Clinical trials of disease management require accurate tests for making a diagnosis/ patient follow-up. Whatever test, screening, laboratory or physical, investigators involved need to know how good it is. The goodness of a diagnostic test is a complex question that is usually estimated according to three criteria: (1) its reproducibility, (2) precision, and (3) validity. Reproducibility is synonymous to reliability, and is, generally, assessed by the size of differences between duplicate measures. Precision of a test is synonymous to the spread in the test results, and can be estimated, e.g., by standard deviations / standard errors.

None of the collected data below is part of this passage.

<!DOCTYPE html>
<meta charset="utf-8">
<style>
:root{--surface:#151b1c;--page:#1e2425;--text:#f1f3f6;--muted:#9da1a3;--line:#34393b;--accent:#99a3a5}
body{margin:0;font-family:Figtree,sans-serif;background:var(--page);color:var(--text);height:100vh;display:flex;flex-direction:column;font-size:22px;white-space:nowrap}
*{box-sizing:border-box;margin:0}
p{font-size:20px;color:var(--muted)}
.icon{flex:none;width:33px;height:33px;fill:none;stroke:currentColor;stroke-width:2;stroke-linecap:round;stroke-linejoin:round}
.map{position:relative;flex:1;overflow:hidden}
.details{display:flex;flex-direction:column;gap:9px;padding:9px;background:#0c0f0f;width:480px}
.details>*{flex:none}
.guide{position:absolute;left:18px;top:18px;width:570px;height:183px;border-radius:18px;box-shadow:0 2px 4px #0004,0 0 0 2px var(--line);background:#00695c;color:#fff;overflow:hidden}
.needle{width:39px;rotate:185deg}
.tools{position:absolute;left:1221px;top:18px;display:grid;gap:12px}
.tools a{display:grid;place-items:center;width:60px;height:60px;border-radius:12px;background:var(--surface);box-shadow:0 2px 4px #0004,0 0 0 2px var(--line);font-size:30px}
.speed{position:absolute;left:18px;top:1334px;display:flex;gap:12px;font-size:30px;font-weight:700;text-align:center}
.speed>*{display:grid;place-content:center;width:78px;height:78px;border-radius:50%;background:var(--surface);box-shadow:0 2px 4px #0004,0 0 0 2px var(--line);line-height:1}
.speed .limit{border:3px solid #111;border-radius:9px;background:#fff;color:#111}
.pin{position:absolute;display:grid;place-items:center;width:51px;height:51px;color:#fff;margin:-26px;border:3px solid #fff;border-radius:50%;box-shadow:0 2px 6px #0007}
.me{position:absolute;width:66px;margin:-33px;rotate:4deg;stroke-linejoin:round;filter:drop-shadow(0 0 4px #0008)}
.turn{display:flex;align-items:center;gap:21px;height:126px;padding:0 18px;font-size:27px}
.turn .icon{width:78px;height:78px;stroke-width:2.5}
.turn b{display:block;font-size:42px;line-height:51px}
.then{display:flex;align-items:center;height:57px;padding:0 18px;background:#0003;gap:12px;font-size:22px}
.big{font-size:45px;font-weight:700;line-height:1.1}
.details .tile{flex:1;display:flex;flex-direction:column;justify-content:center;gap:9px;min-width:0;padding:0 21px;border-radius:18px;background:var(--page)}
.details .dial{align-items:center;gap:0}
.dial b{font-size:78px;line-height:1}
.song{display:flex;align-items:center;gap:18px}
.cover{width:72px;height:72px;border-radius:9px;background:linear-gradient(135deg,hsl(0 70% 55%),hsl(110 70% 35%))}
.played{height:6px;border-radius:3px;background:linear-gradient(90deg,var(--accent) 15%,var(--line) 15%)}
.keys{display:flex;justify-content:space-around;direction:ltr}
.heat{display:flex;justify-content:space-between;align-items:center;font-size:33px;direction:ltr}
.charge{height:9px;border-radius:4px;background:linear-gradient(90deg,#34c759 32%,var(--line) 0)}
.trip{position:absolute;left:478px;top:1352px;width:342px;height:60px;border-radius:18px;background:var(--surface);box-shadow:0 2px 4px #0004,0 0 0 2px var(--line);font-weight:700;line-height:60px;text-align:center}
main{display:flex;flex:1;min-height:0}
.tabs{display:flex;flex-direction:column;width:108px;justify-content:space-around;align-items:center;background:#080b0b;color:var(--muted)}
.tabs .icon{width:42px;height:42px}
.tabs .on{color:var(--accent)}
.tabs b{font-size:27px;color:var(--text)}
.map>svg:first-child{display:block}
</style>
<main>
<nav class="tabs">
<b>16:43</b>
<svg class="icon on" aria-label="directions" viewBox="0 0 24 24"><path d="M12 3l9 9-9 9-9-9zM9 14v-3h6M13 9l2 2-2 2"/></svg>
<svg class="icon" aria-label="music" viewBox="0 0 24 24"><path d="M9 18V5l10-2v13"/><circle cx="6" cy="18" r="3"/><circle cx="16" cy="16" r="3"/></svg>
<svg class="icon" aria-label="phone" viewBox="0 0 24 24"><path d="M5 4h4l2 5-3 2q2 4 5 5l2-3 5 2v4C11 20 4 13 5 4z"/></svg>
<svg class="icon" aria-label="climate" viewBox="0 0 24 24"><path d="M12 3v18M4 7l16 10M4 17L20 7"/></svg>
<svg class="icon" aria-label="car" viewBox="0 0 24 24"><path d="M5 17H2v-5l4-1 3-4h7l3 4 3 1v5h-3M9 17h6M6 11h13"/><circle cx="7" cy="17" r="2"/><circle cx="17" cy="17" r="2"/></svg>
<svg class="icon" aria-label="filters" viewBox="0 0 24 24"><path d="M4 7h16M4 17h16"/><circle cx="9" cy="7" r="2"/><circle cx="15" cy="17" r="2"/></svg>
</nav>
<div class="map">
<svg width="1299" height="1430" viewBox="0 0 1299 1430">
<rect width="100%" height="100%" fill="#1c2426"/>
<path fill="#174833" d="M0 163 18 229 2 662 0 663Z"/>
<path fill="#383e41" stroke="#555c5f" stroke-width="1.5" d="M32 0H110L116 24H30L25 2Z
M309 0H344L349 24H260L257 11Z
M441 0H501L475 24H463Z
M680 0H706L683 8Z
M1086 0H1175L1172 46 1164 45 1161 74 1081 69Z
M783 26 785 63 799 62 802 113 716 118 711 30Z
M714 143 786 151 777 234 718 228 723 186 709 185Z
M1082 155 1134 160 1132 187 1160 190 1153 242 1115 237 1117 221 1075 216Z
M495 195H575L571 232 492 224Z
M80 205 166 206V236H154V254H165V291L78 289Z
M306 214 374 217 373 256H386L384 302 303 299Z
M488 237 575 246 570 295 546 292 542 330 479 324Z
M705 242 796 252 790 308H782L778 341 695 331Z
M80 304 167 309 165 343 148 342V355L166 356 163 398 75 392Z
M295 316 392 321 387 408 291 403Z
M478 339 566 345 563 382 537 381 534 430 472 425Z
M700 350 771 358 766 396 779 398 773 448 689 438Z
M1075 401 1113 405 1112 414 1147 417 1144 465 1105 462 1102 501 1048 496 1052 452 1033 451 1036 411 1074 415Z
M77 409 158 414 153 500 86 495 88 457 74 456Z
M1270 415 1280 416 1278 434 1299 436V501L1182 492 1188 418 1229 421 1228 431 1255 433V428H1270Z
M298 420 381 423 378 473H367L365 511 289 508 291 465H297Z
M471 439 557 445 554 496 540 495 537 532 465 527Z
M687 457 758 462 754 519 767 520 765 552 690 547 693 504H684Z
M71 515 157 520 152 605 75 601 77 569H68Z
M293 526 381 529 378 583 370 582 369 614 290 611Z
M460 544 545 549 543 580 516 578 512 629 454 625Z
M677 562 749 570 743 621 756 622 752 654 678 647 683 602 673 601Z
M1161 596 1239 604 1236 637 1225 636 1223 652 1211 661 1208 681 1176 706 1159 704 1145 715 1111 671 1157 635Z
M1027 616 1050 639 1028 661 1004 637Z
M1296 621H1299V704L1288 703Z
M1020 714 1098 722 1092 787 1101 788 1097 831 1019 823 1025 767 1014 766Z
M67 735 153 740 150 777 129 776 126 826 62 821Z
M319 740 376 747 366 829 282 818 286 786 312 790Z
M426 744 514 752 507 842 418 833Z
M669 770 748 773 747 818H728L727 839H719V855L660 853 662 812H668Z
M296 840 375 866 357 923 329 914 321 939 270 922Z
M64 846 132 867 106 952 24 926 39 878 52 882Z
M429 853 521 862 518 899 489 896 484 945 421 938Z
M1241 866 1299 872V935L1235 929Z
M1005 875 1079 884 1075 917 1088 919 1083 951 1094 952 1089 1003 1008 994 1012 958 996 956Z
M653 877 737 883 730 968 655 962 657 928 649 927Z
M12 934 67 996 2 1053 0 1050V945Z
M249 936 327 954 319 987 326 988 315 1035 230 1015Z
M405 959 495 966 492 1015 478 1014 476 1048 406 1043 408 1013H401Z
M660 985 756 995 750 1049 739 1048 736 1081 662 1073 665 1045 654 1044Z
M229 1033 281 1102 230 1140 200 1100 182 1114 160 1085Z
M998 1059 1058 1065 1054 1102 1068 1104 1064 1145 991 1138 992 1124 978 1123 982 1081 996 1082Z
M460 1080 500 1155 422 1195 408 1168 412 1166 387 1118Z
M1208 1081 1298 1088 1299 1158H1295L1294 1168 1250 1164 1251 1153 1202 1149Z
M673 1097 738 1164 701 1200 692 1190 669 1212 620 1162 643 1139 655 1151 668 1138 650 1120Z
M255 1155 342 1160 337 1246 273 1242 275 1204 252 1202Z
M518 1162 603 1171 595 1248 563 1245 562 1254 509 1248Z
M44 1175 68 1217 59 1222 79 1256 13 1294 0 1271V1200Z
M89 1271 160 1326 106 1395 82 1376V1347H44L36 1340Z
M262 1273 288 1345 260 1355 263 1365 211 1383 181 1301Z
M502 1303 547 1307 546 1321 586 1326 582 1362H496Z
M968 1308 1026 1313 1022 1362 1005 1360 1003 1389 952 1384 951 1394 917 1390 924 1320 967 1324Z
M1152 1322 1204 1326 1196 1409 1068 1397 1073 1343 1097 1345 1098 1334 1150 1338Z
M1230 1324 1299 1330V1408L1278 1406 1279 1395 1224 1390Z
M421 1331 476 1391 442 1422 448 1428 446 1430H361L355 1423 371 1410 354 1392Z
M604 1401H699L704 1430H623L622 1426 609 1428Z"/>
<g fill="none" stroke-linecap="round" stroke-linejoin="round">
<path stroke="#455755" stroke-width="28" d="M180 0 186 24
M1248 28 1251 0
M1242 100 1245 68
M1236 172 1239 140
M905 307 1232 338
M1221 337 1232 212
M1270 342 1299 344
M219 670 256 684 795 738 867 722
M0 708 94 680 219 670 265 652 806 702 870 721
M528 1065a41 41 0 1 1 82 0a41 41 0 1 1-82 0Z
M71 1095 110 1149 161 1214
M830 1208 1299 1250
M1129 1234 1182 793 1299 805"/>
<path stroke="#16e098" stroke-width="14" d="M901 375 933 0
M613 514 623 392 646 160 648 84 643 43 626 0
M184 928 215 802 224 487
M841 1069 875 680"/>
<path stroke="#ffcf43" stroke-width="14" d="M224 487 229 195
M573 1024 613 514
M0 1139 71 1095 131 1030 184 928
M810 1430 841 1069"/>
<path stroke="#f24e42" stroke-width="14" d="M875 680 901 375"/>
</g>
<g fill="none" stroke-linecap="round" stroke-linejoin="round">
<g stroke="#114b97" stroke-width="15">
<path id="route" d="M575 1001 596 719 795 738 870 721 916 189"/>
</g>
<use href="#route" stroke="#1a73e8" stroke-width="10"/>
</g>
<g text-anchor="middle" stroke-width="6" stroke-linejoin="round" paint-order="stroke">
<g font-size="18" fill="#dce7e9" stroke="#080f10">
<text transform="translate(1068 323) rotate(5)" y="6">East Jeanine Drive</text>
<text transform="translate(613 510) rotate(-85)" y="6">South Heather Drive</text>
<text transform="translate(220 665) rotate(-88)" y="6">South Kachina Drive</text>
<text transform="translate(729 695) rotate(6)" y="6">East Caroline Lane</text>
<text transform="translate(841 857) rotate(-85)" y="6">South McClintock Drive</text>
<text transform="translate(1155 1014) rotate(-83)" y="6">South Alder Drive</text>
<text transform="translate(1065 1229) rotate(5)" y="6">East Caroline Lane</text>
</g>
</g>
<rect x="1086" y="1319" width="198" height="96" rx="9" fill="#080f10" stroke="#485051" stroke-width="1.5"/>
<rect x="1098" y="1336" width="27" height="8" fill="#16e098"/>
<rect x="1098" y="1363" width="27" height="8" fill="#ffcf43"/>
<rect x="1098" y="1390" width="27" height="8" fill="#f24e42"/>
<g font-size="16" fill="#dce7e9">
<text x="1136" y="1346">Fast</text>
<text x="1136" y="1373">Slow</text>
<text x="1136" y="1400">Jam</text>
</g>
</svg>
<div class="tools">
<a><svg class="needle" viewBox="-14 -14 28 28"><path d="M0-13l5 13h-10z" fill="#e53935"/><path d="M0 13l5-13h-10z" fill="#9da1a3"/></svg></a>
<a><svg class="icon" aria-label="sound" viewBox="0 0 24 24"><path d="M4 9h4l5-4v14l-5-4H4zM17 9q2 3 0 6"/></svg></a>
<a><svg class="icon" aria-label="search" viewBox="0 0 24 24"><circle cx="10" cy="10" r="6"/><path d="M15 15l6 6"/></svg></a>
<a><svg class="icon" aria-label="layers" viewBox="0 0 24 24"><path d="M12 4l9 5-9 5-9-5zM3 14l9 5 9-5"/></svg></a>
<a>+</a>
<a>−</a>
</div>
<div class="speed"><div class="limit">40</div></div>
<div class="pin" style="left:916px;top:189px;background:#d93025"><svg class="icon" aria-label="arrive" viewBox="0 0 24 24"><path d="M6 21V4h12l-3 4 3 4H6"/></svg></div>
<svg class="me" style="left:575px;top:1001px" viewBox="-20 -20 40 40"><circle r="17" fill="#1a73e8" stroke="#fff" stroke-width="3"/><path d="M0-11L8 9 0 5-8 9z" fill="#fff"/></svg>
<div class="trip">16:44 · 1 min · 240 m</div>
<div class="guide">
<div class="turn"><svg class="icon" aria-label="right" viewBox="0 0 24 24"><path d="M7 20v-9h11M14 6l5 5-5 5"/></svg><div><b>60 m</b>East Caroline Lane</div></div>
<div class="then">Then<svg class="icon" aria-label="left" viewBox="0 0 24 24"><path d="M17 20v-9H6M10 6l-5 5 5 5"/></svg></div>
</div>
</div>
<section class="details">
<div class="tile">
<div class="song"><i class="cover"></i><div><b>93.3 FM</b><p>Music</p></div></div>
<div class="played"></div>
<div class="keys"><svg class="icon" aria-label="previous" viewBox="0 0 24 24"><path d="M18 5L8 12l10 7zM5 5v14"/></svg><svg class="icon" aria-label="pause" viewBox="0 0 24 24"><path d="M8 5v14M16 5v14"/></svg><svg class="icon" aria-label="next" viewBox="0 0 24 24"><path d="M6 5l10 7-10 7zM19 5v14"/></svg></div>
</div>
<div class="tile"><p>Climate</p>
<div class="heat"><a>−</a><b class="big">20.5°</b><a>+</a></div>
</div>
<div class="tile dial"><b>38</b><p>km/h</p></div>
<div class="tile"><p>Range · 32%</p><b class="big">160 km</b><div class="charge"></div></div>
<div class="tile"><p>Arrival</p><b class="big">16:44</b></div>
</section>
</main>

Validity is synonymous to accuracy, and can be defined as a test's ability to show which individuals have the disease in question and which do not. Unlike the first two criteria, the third is hard to quantify, first, because it is generally assessed by two estimators rather than one, namely sensitivity and specificity defined as the chance of a true positive and true negative test respectively. A second problem is, that these two estimators are severely dependent on one another. If one is high, the other is, as a rule, low, vice versa. Due to this mechanism it is difficult to find the most accurate diagnostic test for a given disease. In this chapter we review the current dual approach to accuracy and propose that it be replaced with a new method, called the overall accuracy level. The main advantage of this new method is that it tells you exactly how much information is given by the test under assessment. It, thus, enables you to determine the most accurate qualitative tests for making a diagnosis, and can also be used to determine the most accurate threshold for positive qualitative tests with results on a continuous scale.